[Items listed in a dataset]
Content starts

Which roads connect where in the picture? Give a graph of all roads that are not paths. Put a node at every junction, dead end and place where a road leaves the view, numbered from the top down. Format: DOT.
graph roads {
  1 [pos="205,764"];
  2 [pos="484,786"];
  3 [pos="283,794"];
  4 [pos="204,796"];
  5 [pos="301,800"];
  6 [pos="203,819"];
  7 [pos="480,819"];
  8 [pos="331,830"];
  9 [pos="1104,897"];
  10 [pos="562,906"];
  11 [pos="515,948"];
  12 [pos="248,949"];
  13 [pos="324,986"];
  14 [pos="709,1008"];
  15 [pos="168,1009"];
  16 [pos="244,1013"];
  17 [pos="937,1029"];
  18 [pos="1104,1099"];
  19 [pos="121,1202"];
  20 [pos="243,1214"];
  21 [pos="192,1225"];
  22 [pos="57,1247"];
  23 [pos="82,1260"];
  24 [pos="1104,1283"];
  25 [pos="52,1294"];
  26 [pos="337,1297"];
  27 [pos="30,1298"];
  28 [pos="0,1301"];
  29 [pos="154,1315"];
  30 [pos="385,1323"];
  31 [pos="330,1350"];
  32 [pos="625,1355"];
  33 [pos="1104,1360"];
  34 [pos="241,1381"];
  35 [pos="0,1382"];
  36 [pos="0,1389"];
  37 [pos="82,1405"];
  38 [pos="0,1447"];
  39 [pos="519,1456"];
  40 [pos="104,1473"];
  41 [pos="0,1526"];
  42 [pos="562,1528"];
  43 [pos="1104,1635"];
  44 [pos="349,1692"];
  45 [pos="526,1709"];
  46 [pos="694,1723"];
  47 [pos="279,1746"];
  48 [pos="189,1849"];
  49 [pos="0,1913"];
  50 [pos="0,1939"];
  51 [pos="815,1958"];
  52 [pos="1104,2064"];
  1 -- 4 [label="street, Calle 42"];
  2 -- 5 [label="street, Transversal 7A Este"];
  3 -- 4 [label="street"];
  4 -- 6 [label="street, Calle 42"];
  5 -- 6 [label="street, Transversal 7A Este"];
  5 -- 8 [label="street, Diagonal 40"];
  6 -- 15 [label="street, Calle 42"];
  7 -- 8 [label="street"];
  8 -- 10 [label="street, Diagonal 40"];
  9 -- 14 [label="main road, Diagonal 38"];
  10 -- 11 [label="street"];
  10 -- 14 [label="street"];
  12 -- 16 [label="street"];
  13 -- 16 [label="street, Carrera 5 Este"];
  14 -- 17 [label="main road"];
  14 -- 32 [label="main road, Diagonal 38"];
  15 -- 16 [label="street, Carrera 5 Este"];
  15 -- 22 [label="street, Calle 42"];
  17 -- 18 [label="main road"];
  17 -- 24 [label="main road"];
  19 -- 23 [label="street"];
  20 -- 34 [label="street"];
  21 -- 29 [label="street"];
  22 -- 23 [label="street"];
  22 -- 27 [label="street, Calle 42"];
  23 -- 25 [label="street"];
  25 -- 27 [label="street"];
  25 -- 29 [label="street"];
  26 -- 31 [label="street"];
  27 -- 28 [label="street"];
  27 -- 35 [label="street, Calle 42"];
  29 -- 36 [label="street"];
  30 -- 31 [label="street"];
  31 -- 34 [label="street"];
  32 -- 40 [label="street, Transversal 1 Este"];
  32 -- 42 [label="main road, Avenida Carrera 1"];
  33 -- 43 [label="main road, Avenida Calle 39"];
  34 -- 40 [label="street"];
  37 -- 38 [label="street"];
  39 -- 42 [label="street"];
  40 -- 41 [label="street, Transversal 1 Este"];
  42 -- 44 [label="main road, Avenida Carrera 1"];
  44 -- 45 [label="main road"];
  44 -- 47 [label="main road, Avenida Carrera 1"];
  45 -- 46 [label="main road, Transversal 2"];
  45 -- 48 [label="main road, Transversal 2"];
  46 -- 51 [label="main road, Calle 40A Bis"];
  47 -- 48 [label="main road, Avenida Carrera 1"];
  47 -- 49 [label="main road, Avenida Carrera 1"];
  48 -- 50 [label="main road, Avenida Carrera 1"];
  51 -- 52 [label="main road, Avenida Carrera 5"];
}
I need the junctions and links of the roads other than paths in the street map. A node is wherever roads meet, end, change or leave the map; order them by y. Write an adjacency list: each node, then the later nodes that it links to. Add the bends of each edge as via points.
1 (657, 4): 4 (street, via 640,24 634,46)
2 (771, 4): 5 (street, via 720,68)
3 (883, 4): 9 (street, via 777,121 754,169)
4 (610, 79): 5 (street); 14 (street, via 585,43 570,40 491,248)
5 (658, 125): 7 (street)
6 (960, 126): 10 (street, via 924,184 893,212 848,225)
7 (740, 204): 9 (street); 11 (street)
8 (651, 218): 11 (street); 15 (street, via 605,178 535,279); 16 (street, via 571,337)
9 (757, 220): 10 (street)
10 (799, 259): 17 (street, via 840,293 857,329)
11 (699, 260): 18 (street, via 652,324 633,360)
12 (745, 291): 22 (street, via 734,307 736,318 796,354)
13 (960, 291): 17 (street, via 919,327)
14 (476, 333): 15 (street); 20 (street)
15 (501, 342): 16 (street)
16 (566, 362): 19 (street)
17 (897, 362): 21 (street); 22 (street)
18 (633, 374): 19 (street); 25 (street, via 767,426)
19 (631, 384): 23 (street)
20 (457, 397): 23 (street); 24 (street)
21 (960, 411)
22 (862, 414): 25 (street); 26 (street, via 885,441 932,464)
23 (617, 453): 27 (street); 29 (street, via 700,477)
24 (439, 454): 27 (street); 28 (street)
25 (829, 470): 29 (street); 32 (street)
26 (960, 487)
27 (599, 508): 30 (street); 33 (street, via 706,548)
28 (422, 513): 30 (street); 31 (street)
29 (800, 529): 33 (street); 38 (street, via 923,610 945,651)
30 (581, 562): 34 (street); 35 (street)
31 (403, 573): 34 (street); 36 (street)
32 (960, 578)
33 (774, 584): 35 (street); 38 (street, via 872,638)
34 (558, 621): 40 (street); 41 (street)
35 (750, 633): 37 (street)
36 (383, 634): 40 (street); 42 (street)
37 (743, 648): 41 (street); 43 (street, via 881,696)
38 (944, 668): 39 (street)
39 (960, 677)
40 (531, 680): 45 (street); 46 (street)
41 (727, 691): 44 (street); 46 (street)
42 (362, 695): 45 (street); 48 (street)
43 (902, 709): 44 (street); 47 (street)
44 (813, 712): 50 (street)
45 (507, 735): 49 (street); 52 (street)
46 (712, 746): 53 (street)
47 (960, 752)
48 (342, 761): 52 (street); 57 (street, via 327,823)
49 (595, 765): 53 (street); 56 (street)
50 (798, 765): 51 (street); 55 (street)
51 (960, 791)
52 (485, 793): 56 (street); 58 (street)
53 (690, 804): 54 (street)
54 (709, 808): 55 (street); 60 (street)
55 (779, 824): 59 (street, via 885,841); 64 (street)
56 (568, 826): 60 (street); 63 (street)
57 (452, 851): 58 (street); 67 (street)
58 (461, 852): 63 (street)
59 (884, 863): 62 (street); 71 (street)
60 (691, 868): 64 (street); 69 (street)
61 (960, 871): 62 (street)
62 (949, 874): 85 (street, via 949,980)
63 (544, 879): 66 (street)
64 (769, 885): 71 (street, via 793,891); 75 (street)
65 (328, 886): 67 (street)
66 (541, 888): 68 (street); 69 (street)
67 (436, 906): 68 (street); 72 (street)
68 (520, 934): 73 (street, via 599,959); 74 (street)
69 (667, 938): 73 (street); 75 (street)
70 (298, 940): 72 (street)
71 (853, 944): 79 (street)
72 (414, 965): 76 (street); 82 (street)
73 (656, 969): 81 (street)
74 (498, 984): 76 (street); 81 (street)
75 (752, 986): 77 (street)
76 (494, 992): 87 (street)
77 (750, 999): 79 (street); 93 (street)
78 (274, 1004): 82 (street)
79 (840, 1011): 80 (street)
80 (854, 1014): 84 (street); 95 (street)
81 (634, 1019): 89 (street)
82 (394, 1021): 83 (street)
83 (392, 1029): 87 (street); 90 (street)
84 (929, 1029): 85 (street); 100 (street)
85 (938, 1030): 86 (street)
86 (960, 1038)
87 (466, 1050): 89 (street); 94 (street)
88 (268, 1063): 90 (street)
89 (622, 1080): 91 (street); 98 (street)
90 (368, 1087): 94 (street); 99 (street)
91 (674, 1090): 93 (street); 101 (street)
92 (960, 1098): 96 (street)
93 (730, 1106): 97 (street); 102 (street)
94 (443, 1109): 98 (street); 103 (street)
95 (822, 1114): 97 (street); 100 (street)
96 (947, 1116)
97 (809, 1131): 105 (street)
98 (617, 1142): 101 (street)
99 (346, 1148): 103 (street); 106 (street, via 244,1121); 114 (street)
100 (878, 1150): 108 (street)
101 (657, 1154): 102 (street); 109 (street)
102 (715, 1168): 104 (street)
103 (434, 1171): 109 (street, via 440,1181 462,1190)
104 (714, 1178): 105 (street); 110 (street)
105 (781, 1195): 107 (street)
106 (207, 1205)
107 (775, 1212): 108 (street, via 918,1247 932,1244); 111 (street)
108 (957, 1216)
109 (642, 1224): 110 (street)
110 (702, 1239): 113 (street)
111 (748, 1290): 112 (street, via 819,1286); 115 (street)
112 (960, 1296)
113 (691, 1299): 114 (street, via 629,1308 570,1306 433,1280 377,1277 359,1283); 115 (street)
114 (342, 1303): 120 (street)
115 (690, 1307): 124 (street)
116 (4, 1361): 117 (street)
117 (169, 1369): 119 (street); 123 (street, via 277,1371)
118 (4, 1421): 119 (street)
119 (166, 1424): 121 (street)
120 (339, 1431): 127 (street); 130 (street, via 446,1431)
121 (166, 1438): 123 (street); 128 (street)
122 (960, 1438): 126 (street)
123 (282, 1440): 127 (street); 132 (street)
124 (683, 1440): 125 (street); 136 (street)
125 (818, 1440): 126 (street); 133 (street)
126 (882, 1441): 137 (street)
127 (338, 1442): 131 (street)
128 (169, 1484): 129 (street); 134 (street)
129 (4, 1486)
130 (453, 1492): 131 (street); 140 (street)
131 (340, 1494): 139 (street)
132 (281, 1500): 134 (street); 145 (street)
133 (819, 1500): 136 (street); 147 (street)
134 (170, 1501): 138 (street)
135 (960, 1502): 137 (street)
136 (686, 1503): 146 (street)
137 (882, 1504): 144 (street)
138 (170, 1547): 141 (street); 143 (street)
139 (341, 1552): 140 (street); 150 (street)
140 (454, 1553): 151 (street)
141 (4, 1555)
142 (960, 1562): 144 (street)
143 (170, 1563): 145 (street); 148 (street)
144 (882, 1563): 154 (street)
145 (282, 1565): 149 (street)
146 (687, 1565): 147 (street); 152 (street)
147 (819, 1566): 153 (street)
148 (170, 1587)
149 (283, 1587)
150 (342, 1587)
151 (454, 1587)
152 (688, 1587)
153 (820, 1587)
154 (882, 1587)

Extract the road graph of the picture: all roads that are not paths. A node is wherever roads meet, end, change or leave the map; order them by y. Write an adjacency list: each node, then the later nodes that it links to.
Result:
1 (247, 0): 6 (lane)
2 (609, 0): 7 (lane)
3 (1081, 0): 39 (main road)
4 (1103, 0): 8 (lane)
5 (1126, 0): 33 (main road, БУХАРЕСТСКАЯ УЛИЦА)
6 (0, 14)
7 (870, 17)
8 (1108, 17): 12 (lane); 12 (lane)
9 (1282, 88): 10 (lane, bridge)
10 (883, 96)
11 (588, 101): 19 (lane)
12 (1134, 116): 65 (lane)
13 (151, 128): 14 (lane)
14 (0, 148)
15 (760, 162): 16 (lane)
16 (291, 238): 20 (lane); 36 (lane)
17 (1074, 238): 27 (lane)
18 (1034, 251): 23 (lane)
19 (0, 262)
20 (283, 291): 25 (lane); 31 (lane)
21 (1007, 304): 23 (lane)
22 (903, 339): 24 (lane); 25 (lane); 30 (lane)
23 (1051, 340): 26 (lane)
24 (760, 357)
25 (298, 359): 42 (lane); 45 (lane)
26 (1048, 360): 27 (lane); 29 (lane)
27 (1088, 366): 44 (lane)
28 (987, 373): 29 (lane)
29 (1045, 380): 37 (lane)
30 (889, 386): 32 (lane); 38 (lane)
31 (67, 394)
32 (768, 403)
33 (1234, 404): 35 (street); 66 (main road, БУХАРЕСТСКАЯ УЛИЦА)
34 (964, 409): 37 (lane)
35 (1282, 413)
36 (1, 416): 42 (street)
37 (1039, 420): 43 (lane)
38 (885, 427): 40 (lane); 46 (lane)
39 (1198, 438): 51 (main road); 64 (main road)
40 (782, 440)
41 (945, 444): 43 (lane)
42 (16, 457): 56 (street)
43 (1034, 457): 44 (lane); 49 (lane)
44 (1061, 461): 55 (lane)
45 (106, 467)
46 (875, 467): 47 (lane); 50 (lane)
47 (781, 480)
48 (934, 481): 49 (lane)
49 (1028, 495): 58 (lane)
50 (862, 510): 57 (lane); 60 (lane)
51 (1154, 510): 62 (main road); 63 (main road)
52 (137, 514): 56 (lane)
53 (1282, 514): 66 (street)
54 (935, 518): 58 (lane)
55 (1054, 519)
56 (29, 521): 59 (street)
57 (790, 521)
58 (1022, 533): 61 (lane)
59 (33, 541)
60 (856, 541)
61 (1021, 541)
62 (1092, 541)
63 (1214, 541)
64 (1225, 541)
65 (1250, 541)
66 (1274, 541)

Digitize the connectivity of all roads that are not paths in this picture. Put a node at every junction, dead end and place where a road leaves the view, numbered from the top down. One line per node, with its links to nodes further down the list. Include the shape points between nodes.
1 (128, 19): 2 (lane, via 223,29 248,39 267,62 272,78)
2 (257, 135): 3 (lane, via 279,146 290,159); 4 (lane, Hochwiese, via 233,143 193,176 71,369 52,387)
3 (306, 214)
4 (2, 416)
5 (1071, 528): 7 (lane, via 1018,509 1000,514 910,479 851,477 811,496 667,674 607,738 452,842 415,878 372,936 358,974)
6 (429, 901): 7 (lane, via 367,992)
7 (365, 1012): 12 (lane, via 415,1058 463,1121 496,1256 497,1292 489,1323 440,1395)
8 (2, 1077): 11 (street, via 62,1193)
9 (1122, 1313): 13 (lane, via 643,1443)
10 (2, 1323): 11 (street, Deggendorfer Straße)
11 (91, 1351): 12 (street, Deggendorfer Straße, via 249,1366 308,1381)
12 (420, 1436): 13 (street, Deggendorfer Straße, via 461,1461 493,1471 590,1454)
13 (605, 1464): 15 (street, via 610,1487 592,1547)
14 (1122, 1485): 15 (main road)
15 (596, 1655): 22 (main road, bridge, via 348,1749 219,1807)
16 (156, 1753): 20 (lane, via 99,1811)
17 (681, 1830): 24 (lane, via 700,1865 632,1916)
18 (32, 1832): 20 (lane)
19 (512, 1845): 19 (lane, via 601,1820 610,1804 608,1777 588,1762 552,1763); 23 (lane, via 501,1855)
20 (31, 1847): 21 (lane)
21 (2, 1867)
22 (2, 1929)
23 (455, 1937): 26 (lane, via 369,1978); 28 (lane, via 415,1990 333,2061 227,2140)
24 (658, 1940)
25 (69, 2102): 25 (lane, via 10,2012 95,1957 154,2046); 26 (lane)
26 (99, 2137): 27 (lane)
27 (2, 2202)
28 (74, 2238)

Content ends

Exercise prompt ▸
Report every line of the records that contains the word "Transversal".

Problem solution ▸
  2 -- 5 [label="street, Transversal 7A Este"];
  5 -- 6 [label="street, Transversal 7A Este"];
  32 -- 40 [label="street, Transversal 1 Este"];
  40 -- 41 [label="street, Transversal 1 Este"];
  45 -- 46 [label="main road, Transversal 2"];
  45 -- 48 [label="main road, Transversal 2"];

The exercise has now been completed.